**WHAT TO PRODUCE**
Pull every line holding the string "tools" from the records below.

■ ■ ■

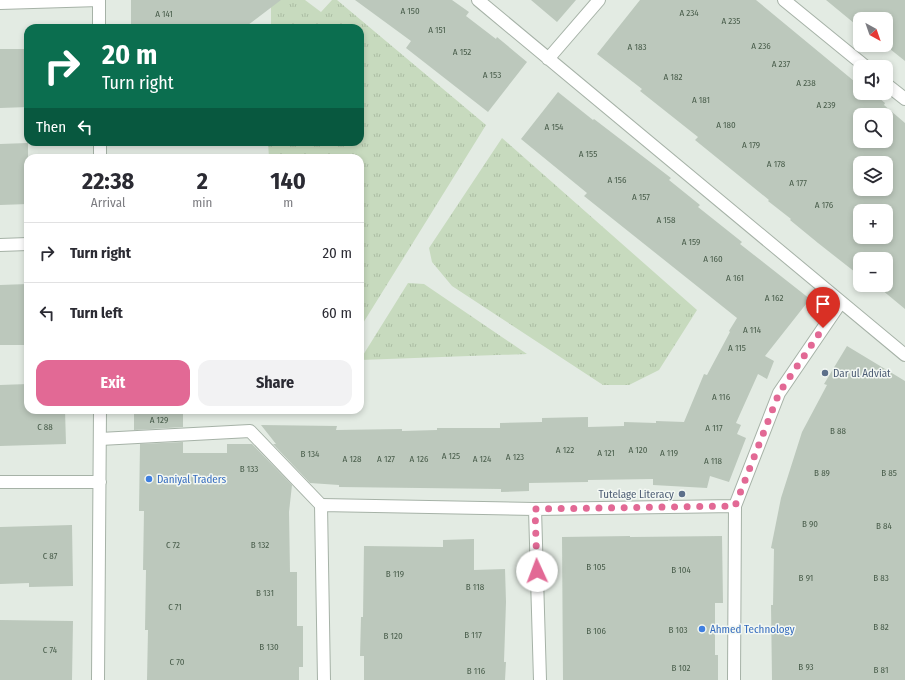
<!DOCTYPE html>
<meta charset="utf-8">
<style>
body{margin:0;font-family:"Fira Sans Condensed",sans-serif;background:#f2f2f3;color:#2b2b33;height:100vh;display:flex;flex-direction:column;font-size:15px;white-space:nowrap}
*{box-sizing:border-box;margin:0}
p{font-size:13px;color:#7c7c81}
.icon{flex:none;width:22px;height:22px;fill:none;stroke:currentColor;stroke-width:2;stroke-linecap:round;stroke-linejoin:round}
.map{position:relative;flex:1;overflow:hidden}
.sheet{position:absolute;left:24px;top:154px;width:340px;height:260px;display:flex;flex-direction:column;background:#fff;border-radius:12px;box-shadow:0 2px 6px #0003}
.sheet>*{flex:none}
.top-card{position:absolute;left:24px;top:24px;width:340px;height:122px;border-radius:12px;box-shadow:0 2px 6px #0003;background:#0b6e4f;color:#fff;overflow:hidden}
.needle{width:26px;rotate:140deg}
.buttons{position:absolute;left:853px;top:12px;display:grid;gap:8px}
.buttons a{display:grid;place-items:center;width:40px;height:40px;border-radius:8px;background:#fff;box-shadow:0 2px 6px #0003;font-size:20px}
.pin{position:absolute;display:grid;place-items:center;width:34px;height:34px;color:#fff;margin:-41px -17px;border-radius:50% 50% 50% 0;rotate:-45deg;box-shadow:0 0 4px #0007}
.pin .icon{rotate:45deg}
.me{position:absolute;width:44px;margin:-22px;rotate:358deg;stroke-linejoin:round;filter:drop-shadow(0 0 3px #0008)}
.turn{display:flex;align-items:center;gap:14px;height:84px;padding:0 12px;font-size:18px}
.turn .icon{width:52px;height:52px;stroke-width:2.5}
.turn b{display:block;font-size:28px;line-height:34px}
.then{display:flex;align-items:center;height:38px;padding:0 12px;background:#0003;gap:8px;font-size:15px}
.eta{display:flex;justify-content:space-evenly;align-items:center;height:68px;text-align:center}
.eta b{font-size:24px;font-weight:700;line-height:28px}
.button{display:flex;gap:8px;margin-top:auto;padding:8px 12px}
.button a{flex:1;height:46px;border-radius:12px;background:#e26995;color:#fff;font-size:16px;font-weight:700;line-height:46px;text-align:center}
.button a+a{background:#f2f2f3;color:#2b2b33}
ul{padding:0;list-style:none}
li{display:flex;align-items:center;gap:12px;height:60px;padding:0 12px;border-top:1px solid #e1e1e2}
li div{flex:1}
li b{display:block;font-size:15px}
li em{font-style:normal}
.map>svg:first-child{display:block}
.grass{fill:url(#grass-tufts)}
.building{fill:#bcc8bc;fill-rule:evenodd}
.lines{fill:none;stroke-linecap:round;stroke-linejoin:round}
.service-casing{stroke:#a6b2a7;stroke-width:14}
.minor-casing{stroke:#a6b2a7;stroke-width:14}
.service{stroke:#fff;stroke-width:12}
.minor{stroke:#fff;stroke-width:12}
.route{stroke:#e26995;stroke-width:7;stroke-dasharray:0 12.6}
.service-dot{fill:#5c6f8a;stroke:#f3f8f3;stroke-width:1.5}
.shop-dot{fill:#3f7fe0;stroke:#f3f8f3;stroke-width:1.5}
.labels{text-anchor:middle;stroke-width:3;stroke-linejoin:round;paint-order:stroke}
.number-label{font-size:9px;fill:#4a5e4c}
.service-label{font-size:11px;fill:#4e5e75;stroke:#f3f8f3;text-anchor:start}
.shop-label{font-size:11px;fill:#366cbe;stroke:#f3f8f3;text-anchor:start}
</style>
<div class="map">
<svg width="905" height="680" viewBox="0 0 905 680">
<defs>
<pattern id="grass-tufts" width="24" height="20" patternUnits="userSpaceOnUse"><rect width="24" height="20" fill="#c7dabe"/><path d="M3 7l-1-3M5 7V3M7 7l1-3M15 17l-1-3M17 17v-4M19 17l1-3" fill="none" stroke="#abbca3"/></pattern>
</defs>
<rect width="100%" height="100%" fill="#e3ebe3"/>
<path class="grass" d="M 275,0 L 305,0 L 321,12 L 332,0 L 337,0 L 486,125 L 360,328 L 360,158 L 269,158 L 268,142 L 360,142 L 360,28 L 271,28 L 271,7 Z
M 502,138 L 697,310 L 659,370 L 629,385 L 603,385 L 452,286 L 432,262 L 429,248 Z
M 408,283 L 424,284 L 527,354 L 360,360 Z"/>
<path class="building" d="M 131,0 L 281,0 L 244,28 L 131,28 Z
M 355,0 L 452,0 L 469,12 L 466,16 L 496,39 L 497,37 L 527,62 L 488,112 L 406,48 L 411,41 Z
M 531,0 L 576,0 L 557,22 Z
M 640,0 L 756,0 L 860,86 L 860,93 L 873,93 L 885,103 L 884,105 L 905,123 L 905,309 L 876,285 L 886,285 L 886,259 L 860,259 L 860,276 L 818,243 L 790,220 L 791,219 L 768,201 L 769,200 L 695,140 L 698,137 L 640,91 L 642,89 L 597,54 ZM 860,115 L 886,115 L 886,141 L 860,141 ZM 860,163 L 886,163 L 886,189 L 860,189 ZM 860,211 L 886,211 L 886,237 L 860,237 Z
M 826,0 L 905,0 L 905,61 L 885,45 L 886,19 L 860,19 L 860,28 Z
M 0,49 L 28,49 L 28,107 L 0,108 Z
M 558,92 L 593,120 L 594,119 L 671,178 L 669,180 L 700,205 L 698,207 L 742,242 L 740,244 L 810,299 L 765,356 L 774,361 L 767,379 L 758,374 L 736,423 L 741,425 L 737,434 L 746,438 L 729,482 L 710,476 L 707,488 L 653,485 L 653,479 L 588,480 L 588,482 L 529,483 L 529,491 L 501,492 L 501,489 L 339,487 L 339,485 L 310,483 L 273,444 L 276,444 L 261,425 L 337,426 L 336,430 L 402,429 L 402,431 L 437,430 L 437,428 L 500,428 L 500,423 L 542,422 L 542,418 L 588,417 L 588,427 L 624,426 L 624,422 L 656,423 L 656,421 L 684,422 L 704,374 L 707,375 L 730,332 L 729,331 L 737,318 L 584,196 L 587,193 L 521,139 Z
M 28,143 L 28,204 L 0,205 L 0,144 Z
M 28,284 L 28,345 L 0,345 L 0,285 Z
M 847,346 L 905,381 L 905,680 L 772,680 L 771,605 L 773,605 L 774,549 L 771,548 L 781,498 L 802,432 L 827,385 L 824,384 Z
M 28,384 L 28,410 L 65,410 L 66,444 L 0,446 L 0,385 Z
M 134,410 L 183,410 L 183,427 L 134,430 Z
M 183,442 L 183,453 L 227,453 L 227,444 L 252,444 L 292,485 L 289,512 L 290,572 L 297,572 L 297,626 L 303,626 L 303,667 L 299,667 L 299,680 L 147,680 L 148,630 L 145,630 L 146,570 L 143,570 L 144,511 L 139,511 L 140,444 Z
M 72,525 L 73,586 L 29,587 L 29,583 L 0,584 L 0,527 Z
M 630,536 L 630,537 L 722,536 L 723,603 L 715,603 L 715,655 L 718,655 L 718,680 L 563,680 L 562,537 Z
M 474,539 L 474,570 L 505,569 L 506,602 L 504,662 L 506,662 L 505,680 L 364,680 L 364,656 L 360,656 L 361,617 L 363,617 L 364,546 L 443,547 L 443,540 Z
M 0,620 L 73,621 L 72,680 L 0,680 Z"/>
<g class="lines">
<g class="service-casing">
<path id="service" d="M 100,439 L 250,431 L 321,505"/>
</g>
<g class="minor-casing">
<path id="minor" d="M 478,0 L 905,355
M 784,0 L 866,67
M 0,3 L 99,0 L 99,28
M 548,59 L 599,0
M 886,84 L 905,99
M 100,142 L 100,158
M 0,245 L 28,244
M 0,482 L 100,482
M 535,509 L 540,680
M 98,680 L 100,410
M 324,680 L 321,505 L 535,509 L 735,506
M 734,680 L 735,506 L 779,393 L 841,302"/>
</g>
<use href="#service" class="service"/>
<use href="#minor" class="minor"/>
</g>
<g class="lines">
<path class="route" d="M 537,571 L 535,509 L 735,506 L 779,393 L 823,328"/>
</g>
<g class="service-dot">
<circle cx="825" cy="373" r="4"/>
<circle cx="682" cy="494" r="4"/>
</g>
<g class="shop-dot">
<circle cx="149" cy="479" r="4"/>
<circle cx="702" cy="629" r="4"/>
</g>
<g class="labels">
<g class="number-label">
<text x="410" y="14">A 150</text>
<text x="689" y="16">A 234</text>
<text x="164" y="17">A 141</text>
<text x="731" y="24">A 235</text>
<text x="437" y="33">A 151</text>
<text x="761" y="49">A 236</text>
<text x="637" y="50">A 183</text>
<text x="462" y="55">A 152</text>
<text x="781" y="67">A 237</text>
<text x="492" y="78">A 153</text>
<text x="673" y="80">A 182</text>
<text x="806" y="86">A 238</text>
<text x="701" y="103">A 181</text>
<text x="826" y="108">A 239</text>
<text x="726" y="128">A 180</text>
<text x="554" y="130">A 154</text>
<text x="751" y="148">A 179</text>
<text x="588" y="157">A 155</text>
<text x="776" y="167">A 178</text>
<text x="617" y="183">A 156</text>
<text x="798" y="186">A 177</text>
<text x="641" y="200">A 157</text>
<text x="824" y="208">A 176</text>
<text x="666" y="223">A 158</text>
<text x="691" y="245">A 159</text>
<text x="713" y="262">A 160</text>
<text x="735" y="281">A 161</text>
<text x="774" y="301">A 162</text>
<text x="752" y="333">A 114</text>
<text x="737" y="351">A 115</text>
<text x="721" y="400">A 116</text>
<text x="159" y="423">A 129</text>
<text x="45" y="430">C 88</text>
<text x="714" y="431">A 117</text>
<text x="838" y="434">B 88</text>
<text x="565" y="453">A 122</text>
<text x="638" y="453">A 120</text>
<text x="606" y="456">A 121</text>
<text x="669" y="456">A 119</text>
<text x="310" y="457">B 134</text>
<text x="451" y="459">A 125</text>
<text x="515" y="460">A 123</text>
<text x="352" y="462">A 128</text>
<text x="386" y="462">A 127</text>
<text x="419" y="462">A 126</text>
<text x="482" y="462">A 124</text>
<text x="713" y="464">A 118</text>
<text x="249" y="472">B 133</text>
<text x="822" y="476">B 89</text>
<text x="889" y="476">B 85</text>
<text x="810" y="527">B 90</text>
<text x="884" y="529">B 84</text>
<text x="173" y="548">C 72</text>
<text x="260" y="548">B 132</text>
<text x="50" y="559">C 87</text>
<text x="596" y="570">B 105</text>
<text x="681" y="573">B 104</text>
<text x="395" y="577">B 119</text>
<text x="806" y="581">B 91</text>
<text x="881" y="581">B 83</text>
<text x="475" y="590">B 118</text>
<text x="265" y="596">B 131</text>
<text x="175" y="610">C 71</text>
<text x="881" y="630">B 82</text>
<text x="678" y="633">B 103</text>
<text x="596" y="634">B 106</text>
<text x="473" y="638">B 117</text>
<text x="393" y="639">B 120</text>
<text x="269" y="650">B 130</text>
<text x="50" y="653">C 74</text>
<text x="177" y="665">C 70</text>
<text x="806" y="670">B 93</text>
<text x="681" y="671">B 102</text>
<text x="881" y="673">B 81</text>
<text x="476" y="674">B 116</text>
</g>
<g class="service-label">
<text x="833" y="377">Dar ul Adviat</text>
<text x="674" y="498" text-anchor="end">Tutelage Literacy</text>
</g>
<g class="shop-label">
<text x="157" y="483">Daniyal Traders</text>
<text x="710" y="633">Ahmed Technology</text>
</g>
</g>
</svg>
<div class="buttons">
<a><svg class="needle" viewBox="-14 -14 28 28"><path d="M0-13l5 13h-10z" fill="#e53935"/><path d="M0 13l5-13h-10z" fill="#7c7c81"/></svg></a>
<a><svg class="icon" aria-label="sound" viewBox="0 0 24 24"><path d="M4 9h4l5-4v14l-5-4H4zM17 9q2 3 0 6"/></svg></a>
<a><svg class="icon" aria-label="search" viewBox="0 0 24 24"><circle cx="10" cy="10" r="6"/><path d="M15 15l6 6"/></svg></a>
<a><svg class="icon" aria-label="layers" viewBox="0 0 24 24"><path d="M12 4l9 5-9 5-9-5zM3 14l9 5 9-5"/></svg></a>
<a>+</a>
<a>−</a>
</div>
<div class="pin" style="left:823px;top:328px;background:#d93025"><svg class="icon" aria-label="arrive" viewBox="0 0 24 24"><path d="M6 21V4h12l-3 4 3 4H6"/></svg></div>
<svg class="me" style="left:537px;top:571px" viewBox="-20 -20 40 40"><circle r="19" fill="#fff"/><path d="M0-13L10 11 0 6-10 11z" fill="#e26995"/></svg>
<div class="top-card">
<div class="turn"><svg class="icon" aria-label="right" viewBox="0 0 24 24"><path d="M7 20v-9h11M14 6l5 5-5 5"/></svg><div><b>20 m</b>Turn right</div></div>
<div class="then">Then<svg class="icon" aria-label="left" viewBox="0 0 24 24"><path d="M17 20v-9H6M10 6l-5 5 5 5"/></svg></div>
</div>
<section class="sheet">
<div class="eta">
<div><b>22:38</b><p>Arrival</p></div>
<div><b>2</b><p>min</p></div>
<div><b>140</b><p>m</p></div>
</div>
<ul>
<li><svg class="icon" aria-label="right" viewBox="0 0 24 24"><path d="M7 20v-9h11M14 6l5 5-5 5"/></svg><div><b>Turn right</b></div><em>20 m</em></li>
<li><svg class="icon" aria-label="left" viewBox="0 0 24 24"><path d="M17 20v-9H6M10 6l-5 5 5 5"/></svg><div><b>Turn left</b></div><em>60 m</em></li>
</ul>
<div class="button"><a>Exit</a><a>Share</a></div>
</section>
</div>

■ ■ ■

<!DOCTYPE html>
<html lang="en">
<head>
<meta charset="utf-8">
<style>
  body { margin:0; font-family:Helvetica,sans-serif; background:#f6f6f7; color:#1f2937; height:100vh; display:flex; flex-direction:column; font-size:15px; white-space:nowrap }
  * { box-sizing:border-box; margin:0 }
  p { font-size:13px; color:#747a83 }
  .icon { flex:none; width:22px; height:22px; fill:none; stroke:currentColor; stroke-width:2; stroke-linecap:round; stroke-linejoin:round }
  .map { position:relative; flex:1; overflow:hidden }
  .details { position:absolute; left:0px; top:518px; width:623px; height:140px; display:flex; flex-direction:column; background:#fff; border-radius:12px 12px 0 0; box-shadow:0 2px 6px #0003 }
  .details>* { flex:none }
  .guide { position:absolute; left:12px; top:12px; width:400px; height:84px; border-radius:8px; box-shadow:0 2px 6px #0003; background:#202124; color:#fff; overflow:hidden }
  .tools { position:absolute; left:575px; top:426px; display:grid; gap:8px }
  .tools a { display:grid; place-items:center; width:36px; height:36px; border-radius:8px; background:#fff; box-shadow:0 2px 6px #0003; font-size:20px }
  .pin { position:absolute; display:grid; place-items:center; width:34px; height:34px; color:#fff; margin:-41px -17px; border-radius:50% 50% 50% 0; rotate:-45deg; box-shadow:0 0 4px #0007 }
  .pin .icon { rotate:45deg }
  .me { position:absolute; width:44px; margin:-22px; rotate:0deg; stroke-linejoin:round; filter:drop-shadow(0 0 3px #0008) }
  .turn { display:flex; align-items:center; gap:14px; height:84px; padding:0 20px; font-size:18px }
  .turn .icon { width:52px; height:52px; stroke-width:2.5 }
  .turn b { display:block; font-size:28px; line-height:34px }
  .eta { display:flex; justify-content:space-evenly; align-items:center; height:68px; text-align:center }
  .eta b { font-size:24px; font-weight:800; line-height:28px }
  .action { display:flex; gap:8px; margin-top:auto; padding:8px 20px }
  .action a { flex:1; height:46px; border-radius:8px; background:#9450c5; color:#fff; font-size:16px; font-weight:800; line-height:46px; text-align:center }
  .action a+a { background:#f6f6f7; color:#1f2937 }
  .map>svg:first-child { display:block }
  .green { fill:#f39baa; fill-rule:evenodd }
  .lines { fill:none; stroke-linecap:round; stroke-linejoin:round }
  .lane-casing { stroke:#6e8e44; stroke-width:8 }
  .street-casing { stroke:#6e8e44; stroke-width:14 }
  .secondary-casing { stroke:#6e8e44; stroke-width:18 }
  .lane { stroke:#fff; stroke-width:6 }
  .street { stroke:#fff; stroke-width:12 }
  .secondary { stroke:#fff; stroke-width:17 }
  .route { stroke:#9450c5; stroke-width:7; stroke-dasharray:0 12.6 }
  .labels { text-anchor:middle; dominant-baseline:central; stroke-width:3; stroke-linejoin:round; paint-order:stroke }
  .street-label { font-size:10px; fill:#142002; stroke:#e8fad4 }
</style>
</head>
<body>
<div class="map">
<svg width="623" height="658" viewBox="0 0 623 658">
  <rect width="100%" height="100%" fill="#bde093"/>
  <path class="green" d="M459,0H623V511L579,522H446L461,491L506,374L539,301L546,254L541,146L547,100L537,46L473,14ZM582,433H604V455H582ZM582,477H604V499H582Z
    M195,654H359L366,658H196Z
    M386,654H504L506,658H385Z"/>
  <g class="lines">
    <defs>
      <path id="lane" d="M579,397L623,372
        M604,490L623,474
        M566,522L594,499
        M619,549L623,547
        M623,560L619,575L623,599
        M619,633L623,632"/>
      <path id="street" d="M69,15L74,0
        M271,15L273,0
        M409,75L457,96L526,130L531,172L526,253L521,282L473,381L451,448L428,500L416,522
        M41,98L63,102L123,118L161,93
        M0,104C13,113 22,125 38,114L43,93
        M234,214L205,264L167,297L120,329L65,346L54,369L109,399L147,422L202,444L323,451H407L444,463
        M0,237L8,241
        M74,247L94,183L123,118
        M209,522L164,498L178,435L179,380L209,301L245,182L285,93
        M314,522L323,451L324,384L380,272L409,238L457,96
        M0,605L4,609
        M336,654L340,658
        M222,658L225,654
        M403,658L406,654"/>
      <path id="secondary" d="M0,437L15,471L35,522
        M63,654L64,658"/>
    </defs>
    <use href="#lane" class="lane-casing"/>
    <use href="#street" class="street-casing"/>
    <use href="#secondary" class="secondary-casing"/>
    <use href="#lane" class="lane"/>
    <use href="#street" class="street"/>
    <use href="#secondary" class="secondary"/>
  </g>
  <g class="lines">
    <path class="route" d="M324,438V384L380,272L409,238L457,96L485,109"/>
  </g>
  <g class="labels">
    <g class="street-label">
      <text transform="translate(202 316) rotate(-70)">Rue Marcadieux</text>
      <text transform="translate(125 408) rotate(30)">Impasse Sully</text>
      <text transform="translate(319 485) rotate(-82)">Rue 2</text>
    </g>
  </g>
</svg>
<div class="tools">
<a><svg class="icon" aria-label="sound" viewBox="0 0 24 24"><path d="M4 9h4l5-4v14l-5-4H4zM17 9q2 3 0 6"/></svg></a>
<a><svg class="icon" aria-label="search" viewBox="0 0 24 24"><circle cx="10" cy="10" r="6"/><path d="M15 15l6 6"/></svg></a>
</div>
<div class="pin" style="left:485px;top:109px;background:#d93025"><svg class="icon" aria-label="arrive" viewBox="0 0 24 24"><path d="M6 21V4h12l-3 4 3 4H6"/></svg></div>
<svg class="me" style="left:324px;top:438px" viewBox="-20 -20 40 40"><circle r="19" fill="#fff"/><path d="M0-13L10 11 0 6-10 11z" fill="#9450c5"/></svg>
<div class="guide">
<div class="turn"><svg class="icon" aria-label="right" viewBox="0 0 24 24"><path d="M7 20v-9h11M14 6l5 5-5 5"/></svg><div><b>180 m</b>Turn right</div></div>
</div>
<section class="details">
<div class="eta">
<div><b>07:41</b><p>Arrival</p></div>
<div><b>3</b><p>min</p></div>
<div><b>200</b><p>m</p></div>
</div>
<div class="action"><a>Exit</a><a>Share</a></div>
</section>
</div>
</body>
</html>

■ ■ ■

**TASK SOLUTION**
  .tools { position:absolute; left:575px; top:426px; display:grid; gap:8px }
  .tools a { display:grid; place-items:center; width:36px; height:36px; border-radius:8px; background:#fff; box-shadow:0 2px 6px #0003; font-size:20px }
<div class="tools">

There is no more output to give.